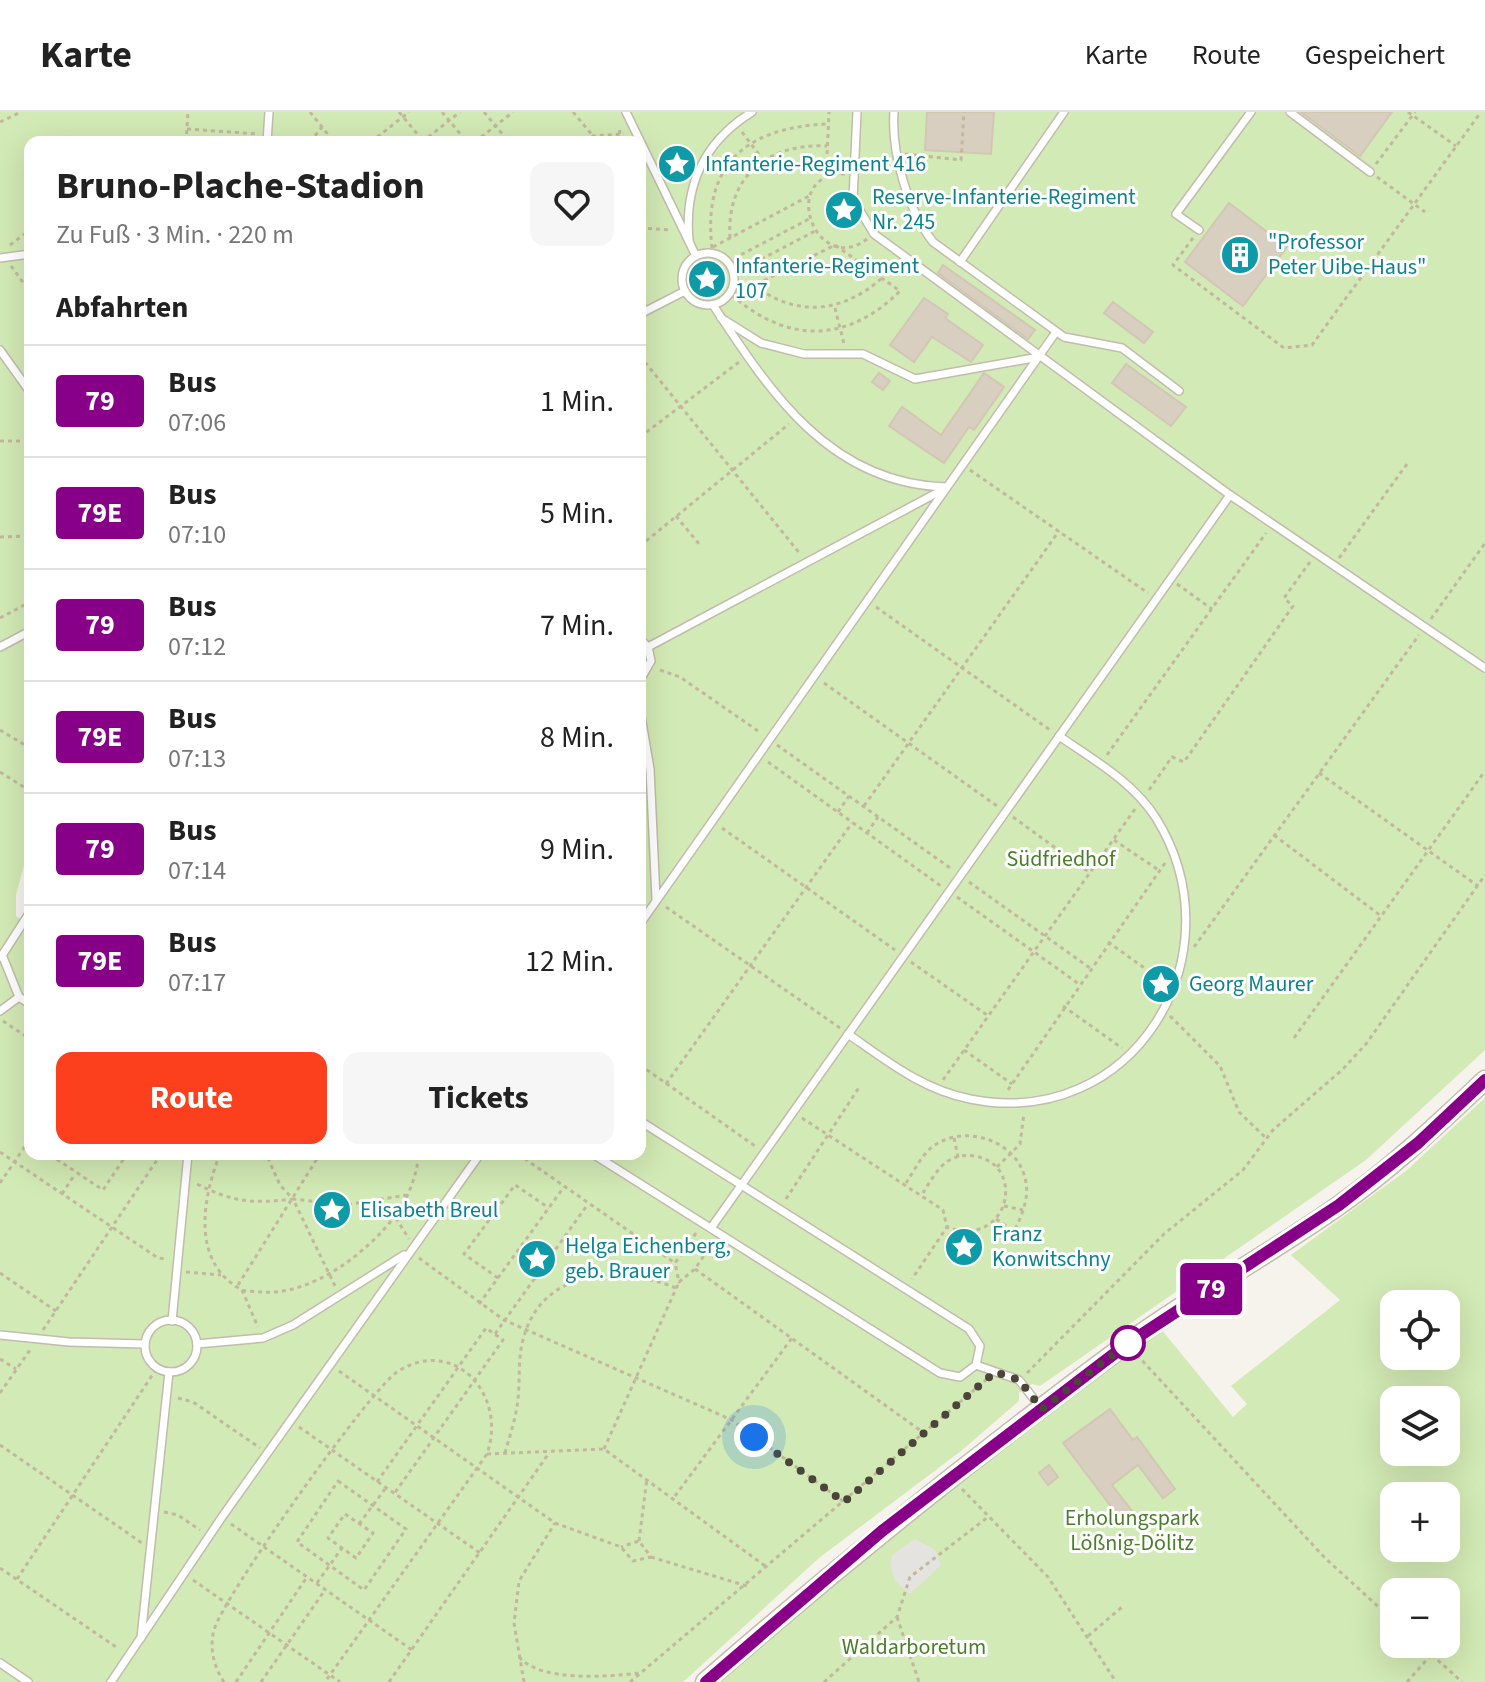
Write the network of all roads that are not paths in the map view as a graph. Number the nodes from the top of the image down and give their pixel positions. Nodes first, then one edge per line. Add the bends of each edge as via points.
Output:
1 (269, 112) edge
2 (626, 112) edge
3 (752, 112) edge
4 (857, 112) edge
5 (894, 112) edge
6 (1064, 112) edge
7 (1251, 112) edge
8 (1290, 112) edge
9 (267, 136) edge
10 (638, 136) edge
11 (646, 154) edge
12 (1370, 172) road end
13 (1199, 230) road end
14 (689, 246) junction
15 (24, 255) edge
16 (696, 256) junction
17 (0, 258) edge
18 (960, 262) junction
19 (685, 291) junction
20 (716, 304) junction
21 (646, 311) edge
22 (721, 318) junction
23 (1056, 332) junction
24 (0, 350) edge
25 (1039, 357) junction
26 (24, 384) edge
27 (1179, 391) dead end
28 (948, 487) junction
29 (1230, 495) junction
30 (24, 634) edge
31 (0, 647) edge
32 (648, 647) joint
33 (1485, 668) edge
34 (646, 672) edge
35 (1059, 736) junction
36 (646, 745) edge
37 (656, 900) junction
38 (646, 915) edge
39 (24, 922) edge
40 (2, 957) edge
41 (19, 997) junction
42 (24, 1000) edge
43 (0, 1011) edge
44 (848, 1034) junction
45 (1485, 1080) edge
46 (646, 1125) edge
47 (188, 1160) edge
48 (476, 1160) edge
49 (602, 1160) edge
50 (741, 1185) junction
51 (711, 1228) junction
52 (412, 1248) junction
53 (172, 1321) junction
54 (0, 1335) edge
55 (144, 1344) junction
56 (197, 1344) junction
57 (976, 1365) junction
58 (169, 1372) junction
59 (1042, 1409) junction
60 (140, 1640) junction
61 (0, 1663) edge
62 (28, 1682) edge
63 (111, 1682) edge
64 (705, 1682) edge

1 - 9 lane
2 - 10 lane
3 - 14 lane via 715,142 696,177 687,216
4 - 25 lane via 853,199 874,234
5 - 18 lane via 893,133 919,224
6 - 18 lane
7 - 13 lane via 1176,214
8 - 12 lane
11 - 14 lane
14 - 16 lane
15 - 17 lane
16 - 19 lane via 683,271
16 - 20 lane via 716,255 733,274 729,293
18 - 23 lane
19 - 20 lane via 700,304
19 - 21 lane
20 - 22 lane
22 - 25 lane via 743,334 783,350 846,351 884,362 915,379
22 - 28 lane via 795,418 842,455 903,483
23 - 25 lane
23 - 27 lane via 1122,348
24 - 26 lane
25 - 28 lane
25 - 29 lane
28 - 32 lane
28 - 37 lane
29 - 33 lane
29 - 35 lane
30 - 31 lane
32 - 34 lane
35 - 44 lane
35 - 44 lane via 1142,800 1175,857 1188,912 1183,963 1164,1009 1109,1072 1023,1103 936,1090
36 - 37 lane
37 - 38 lane
39 - 40 lane
40 - 41 lane
41 - 42 lane
41 - 43 lane
44 - 50 lane
45 - 59 street via 1418,1143 1339,1205 1127,1344
46 - 50 lane
47 - 53 lane
48 - 52 lane
49 - 51 lane
50 - 51 lane
50 - 57 lane via 974,1333 980,1346
51 - 57 lane via 940,1373 960,1377
52 - 56 lane via 340,1297 263,1338
52 - 60 lane
53 - 55 lane via 153,1327
53 - 56 lane via 190,1329
54 - 55 lane
55 - 58 lane via 148,1358
56 - 58 lane via 188,1366
57 - 59 lane via 1019,1380
58 - 60 lane
59 - 64 street via 827,1576
60 - 63 lane
61 - 62 lane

* _EXERCISE DIRECTIONS_:
Gather up the lines containing the word "street" from these records and copy them.

* _TASK ANSWER_:
45 - 59 street via 1418,1143 1339,1205 1127,1344
59 - 64 street via 827,1576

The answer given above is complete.